And that's all! The rest is handled under the hood, however, those calls are blocking the main thread. A parallel query is being scheduled to a bunch of worker threads and the call waits for all scheduled jobs to finish before proceeding with the next query. Since the jobs are processed by multiple worker-threads simultaneously it's incredible fast.

An alternative to those high-level queries is the IChunkJob interface which can be passed to a specific overload. This inlined interface is then called by each worker thread for the processed chunks and you can define the logic yourself.

public struct VelocityUpdate : IChunkJob{

   public void Execute(ref Chunk chunk) {
      
      var transforms = chunk.GetSpan<Transform>();
      var velocities = velocity.GetSpan<Velocity>();

      foreach(var index in chunk){

         var transform = transforms[index];
         ...
      }
   }
}

world.ParallelQuery(in query, new VelocityUpdate());

In a multithreaded environment, you should NEVER modify the world, archetype, or chunk structure. You should not add or remove entities... however it's totally fine to update entities.

Pure ECS

One default entity is up to 8 bytes in size. It contains an int as its Id and an int for a reference to its World. A bunch of extensions utilizes the WorldId inside the Entity to add several methods for easing the workflow with them.

However, in some cases, it makes sense to remove the WorldId from the Entity to save those additional 4 bytes. The slimmer the entity is, the more entities fit into a chunk and the better the iteration speed is.
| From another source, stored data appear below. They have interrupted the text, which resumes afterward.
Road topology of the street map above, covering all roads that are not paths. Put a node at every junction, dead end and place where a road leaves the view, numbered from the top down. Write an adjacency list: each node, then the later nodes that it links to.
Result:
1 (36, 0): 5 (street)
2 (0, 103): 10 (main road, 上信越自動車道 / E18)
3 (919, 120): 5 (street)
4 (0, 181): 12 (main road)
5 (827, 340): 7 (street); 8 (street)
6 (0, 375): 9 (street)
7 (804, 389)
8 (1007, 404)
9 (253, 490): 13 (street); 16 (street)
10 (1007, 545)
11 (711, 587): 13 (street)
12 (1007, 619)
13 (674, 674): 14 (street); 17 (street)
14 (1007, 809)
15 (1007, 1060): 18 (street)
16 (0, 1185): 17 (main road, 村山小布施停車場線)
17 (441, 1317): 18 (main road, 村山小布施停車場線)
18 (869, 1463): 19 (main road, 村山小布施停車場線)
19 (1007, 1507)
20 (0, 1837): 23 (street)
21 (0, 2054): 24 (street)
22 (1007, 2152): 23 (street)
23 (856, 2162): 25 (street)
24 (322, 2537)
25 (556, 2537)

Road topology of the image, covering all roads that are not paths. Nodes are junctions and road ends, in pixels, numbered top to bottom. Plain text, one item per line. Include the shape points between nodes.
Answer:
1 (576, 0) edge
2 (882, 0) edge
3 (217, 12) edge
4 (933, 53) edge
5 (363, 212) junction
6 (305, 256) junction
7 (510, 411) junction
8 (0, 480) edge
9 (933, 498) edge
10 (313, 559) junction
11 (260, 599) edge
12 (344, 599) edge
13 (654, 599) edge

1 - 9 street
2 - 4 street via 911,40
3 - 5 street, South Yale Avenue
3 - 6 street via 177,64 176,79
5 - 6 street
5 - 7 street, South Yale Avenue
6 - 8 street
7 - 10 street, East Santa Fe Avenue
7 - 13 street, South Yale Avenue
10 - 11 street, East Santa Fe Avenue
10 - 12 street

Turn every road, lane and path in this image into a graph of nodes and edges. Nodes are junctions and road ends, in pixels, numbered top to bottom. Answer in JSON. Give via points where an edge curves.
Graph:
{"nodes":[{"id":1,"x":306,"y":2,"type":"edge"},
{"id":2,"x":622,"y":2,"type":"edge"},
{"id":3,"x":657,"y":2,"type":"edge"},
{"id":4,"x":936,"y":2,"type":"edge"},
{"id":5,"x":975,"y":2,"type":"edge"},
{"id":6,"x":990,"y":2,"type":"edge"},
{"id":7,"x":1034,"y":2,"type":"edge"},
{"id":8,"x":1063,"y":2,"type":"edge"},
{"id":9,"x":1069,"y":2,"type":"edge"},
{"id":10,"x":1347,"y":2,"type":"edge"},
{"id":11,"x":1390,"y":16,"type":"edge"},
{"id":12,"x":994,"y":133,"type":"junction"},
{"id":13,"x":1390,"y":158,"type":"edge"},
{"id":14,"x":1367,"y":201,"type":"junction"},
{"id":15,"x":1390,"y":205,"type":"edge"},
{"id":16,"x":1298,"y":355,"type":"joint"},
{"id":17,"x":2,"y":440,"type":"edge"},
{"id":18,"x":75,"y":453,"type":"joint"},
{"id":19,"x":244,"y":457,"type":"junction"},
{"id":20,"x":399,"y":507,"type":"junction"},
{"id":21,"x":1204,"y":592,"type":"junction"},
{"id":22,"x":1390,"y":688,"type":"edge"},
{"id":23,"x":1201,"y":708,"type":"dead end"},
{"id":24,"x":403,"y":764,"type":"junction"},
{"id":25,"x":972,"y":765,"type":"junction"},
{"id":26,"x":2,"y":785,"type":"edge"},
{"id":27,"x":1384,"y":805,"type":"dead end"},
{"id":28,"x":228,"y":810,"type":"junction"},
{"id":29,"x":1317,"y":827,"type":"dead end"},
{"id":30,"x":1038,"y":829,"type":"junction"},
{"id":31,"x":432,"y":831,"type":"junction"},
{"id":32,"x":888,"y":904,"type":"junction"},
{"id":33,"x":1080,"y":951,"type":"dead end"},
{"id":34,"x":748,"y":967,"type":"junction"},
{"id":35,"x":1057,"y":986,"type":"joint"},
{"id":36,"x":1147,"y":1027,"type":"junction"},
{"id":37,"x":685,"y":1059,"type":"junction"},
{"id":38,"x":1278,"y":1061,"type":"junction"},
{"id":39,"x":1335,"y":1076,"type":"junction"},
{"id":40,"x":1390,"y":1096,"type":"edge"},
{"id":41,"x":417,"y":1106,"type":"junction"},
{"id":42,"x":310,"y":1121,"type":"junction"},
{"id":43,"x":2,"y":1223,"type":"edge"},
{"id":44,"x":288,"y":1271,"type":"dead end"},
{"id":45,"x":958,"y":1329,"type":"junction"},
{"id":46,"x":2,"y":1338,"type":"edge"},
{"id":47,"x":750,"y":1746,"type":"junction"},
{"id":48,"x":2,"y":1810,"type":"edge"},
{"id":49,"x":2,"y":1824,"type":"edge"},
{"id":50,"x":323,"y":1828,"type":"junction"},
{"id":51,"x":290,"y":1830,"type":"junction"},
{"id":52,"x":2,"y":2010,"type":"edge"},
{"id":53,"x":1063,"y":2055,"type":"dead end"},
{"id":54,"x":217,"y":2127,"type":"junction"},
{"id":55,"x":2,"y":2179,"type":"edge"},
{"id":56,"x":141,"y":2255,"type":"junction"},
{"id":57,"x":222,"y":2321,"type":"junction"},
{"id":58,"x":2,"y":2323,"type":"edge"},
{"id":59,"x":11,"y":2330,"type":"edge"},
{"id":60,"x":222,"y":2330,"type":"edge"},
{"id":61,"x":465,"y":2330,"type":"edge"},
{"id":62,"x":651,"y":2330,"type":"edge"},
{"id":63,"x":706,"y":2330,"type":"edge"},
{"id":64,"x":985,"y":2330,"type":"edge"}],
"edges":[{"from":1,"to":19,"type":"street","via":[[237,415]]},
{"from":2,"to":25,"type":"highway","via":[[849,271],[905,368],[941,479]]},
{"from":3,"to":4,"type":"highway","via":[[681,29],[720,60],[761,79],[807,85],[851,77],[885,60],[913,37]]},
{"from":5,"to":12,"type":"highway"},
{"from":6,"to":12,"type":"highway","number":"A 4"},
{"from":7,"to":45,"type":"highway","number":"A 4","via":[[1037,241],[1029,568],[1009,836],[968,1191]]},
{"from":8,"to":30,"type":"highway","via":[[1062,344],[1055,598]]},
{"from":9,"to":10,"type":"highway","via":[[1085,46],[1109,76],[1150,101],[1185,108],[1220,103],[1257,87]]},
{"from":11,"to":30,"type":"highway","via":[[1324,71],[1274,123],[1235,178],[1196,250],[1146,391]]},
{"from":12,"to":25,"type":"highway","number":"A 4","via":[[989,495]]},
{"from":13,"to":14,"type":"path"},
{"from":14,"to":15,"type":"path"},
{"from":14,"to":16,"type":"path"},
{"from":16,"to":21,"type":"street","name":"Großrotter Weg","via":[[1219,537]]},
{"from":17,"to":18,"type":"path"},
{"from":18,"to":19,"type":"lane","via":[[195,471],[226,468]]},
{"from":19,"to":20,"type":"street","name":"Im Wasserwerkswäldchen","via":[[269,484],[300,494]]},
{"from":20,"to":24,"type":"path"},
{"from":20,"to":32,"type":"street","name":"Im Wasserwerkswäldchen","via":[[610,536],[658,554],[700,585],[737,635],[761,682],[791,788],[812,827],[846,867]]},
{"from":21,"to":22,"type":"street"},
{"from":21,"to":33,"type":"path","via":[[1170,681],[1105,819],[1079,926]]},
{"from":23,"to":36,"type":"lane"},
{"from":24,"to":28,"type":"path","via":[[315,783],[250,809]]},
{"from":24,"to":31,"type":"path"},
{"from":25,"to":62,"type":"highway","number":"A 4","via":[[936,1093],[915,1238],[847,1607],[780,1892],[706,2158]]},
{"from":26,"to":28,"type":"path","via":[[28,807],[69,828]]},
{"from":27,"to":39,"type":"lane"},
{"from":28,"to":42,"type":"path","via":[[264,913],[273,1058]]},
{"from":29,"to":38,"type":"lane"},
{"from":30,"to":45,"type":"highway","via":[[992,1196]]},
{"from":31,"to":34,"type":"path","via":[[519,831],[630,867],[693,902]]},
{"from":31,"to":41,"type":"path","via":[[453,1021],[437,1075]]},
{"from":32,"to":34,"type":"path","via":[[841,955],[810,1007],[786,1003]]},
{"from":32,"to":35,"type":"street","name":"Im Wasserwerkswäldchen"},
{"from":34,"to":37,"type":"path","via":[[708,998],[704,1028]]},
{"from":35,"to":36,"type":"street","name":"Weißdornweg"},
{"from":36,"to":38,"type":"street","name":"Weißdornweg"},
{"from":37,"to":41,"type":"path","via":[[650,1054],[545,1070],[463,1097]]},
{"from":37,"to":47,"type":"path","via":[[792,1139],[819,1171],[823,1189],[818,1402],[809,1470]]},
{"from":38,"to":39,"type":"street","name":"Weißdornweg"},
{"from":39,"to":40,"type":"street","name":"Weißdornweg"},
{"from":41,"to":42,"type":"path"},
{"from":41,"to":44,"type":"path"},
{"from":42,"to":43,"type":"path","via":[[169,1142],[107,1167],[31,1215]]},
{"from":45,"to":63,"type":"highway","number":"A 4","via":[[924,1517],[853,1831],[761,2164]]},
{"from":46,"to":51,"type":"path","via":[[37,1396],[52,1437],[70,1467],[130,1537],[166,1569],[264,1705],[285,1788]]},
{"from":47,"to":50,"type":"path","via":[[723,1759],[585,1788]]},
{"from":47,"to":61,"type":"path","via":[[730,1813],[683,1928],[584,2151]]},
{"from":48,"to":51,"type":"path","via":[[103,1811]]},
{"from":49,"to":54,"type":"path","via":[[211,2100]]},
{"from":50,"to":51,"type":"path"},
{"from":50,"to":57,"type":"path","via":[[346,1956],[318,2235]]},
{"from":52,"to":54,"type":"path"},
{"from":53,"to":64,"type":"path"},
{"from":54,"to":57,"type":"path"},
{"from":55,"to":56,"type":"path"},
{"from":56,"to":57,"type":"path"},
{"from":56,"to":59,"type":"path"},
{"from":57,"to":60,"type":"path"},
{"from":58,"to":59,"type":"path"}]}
With a simple #define PURE_ECS inside your forked repo, you can easily turn on this "pure ECS" paradigm. It removes the WorldId from the entity and resizes it to exactly 4 bytes. This increases the iteration speed and saves memory. However, you will not be able to use any Entity extension methods anymore, you will need to operate on the world directly.

world.Query(in desc, (in Entity en, ...) -> {

   var references = en.Get<Transform, Velocity>();
   ...
});

Must be rewritten to this...

#define PURE_ECS
public static World world;
world.Query(in desc, static (in Entity en, ...) -> {

   var references = world.Get<Transform, Velocity>(en);
   ...
});

Arch.Unsafe

The main version of Arch uses secure and managed Arch code. However, this has some slight drawbacks, for example the internal associated arrays are still haunted by C#'s garbage collection.

To escape the GC beast there is an extra branch. On this branch the most important internals of Arch are written in unsafe C#, using native memory for entities and components. This removes them from the GC's influence and partially improves long-term performance.

Unmanaged components are stored in native memory, managed structs and classes are still stored in traditional gc controlled data structures. Thus, this version combines the best of both worlds.

https://github.com/genaray/Arch/tree/feature/unsafe

Performance tipps

Let's talk about some tips for getting the most out of this ECS framework. Follow these for hot paths and performance-critical code, otherwise you are free to do whatever you want.

Generic API & InlineQuery

To avoid allocations and benefit from perfect compile time static speed, you should always use the generic Apis if possible. They are as fast as it gets.

e.g.
entity.Set<Position, Velocity>(new Position(), new Velocity());
instead of 
entity.SetRange(new Position(), new Velocity()); // This is slower and should only be used if the types are not known compile time.

Also you should use the source generator if possible, custom enumeration or inline queries. These also give you a good performance boost.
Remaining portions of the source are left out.